TO DO →
Transcribe, without any alteration, only the lines that begin at the line containing "Bounding boxes for" and run to the last line below.
━━━
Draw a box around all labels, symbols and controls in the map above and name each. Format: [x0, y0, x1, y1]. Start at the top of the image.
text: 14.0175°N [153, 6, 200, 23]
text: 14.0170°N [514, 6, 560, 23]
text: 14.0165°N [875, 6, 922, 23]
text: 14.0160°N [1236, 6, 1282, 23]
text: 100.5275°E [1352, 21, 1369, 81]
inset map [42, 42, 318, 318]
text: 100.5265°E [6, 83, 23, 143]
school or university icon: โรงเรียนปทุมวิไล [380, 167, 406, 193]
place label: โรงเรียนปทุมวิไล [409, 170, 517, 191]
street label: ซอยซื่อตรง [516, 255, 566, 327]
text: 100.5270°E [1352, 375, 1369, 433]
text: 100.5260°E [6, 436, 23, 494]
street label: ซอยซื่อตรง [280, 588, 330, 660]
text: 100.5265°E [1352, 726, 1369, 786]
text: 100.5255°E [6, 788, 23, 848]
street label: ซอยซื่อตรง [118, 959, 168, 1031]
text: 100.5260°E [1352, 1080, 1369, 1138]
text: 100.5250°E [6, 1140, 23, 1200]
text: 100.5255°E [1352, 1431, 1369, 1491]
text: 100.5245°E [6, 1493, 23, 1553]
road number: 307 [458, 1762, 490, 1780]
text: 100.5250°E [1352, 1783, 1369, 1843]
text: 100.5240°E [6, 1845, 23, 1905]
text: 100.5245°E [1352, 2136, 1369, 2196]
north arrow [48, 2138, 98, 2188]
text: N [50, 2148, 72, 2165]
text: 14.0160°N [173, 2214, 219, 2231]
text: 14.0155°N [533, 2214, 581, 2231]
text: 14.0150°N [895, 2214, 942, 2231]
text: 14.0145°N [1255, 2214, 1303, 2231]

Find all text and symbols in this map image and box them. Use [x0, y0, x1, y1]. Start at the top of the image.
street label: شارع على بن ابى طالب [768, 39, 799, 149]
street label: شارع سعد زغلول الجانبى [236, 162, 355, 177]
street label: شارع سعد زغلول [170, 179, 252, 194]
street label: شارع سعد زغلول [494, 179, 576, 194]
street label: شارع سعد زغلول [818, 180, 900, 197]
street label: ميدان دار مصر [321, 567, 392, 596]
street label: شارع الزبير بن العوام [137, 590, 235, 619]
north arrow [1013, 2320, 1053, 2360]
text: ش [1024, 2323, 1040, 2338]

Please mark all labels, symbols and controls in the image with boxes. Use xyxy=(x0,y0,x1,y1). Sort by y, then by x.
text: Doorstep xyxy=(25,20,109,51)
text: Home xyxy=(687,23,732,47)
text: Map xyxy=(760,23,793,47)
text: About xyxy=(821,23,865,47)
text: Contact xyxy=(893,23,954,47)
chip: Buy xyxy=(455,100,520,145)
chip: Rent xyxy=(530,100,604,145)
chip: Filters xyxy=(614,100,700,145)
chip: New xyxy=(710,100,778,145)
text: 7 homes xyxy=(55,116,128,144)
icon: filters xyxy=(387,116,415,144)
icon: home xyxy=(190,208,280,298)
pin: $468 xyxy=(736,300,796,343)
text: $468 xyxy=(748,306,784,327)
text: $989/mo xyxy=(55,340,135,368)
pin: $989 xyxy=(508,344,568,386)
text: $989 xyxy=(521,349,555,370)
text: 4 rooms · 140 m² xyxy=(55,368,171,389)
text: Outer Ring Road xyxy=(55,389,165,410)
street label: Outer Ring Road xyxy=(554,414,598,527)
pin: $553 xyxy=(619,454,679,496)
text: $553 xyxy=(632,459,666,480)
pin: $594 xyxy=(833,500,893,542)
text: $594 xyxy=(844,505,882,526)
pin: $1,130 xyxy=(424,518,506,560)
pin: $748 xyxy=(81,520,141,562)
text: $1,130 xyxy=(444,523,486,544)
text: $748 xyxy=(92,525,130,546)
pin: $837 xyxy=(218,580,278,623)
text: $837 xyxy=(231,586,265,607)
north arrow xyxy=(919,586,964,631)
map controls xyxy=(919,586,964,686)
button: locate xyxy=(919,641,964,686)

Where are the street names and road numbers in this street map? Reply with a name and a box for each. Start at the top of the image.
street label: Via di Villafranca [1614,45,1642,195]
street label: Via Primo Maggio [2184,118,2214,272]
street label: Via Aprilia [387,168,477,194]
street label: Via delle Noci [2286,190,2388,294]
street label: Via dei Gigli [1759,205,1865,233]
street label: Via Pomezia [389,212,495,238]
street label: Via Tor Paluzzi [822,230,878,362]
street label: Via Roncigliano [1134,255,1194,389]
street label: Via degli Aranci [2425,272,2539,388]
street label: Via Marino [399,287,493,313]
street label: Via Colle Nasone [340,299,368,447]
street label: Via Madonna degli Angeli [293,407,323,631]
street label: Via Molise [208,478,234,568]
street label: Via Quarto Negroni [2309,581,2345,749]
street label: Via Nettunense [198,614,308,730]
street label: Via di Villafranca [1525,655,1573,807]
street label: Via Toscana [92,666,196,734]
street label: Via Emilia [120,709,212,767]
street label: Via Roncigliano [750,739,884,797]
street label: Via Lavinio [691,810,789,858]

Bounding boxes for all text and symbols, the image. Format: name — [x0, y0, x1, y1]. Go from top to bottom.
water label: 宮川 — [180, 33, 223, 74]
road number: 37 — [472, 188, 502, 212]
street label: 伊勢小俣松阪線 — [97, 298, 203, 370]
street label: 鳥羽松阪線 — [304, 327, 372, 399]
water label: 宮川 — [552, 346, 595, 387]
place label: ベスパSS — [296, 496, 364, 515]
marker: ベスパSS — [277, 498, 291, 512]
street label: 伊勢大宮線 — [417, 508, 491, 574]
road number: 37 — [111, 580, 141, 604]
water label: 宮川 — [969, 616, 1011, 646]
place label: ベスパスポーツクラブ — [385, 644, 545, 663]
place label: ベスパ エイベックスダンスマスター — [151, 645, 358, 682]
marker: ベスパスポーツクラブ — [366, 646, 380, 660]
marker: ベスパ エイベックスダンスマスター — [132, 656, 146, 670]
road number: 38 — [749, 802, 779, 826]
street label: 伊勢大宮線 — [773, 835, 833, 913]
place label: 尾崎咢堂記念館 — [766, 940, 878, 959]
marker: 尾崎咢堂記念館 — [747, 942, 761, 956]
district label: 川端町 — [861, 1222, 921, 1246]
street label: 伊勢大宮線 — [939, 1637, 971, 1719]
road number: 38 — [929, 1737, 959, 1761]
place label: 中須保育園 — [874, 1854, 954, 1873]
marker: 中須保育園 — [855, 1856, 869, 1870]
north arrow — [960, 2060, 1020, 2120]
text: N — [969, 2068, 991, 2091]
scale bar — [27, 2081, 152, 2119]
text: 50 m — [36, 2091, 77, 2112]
━━━
TASK ANSWER →
Bounding boxes for all text and symbols, the image. Format: name — [x0, y0, x1, y1]. Go from top to bottom.
water label: 宮川 — [180, 33, 223, 74]
road number: 37 — [472, 188, 502, 212]
street label: 伊勢小俣松阪線 — [97, 298, 203, 370]
street label: 鳥羽松阪線 — [304, 327, 372, 399]
water label: 宮川 — [552, 346, 595, 387]
place label: ベスパSS — [296, 496, 364, 515]
marker: ベスパSS — [277, 498, 291, 512]
street label: 伊勢大宮線 — [417, 508, 491, 574]
road number: 37 — [111, 580, 141, 604]
water label: 宮川 — [969, 616, 1011, 646]
place label: ベスパスポーツクラブ — [385, 644, 545, 663]
place label: ベスパ エイベックスダンスマスター — [151, 645, 358, 682]
marker: ベスパスポーツクラブ — [366, 646, 380, 660]
marker: ベスパ エイベックスダンスマスター — [132, 656, 146, 670]
road number: 38 — [749, 802, 779, 826]
street label: 伊勢大宮線 — [773, 835, 833, 913]
place label: 尾崎咢堂記念館 — [766, 940, 878, 959]
marker: 尾崎咢堂記念館 — [747, 942, 761, 956]
district label: 川端町 — [861, 1222, 921, 1246]
street label: 伊勢大宮線 — [939, 1637, 971, 1719]
road number: 38 — [929, 1737, 959, 1761]
place label: 中須保育園 — [874, 1854, 954, 1873]
marker: 中須保育園 — [855, 1856, 869, 1870]
north arrow — [960, 2060, 1020, 2120]
text: N — [969, 2068, 991, 2091]
scale bar — [27, 2081, 152, 2119]
text: 50 m — [36, 2091, 77, 2112]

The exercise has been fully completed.